Update: Within the ersilia environment. I installed the packages manually, from the console with the ersilia environment activated. conda install rdkit -c rdkit conda install future six tqdm pandas conda install pytorch=1.1.0 torchvision -c pytorch pip install torchtext==0.3.1 pip install -e .

Although this runs fine outside of Ersilia, when running inside of Ersilia I get a python syntax error on one of the files where the input data is processed. It seems strange to me since this works fine outside of Ersilia. Should I modify something else in the service.py file?
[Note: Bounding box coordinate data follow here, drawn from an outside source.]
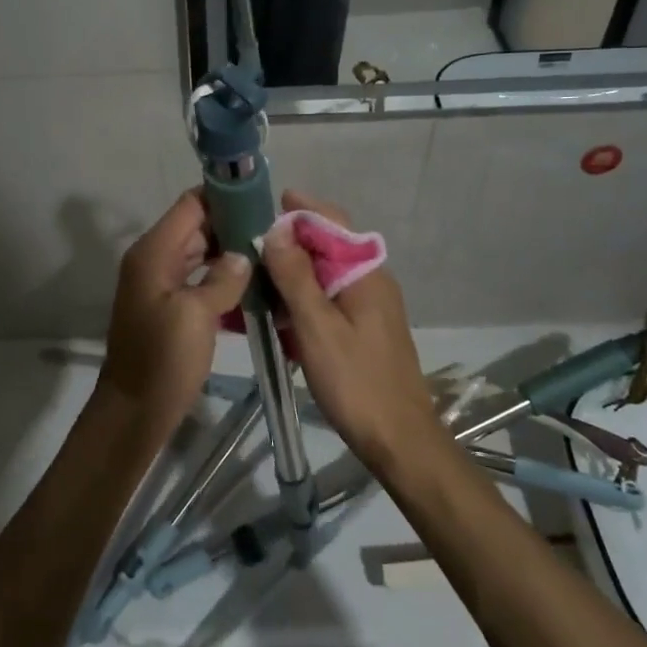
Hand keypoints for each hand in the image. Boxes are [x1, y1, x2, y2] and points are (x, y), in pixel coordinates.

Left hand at [100, 189, 251, 422]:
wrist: (135, 409)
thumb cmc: (163, 359)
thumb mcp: (196, 315)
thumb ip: (223, 278)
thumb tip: (244, 254)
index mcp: (154, 252)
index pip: (191, 204)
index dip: (225, 197)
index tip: (263, 203)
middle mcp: (155, 259)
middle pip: (197, 226)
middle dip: (234, 225)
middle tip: (277, 233)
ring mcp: (161, 283)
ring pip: (201, 253)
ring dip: (232, 253)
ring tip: (272, 256)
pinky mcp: (171, 305)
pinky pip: (200, 279)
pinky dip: (223, 278)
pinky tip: (255, 286)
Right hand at [259, 190, 435, 462]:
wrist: (399, 440)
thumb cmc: (357, 382)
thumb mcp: (317, 327)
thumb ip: (295, 277)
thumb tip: (276, 231)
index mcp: (365, 273)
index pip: (333, 222)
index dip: (299, 210)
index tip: (262, 206)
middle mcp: (371, 281)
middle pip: (327, 247)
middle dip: (289, 242)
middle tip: (248, 245)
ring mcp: (369, 307)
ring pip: (325, 275)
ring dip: (292, 273)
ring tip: (254, 277)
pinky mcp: (363, 330)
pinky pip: (328, 300)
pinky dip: (301, 299)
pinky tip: (276, 313)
I share the fetch output log. eos935d_log_ersilia.txt

GemmaTuron commented 1 year ago

Hi @carcablop :

Are you installing the packages on the Ersilia environment or on the eos935d? They should be installed on the Model environment on the base ersilia environment --> if you did that I'd suggest removing ersilia and installing again so that you don't have packages that shouldn't be there Can you activate the eos935d and check which version of pandas and torch do you have, if any? these are the packages that give errors.

Can you provide more information on the input you are passing? A single molecule, a list?

carcablop commented 1 year ago

Hello @GemmaTuron To fetch the model, I run the following command:

  1. conda activate ersilia.
  2. ersilia -v fetch eos935d --repo_path /home/carcablop/eos935d

I will reinstall ersilia again. And I will run the fetch again.

GemmaTuron commented 1 year ago

Hi @carcablop

When you fetch a model, it automatically creates its own conda environment with the name of the model. In that environment is where you need to see if the dependencies are installed. Please check the logs you shared and you will see the steps indicating the conda environment is being created and which packages are being installed there.

carcablop commented 1 year ago

Hello Gemma. I activate the model environment eos935d. And I list the installed dependencies. conda_packages_eos935d.txt

These are the conda environments: imagen

carcablop commented 1 year ago

Hello @GemmaTuron Update: Finally, I have successfully fetched the model thanks to Miquel. The first error was related to the subprocess function that I use in the main.py. It was necessary to specify the python path of the active conda environment, in this case, the environment created from the model (eos935d). For this, I created a script that returns the python path of the conda environment created from the model. This variable is passed as input to the subprocess function. (I am in the task of continuing to improve this script, currently, on any machine, you can fetch, but outside of Ersilia this script would need modifications). Then it was necessary to modify the service.py file so that it wrote a file with three columns in the same way as I do in the script prepapre_input_file.py, which I use to read and process the input data. I updated all the code in my repository and the model was ready to be tested by someone else. https://github.com/carcablop/eos935d

miquelduranfrigola commented 1 year ago

Hello @carcablop ! The model worked successfully in our GitHub Actions workflow. You will see a "failed build" but this is unrelated to your model (it is related to the AirTable; I will solve it asap).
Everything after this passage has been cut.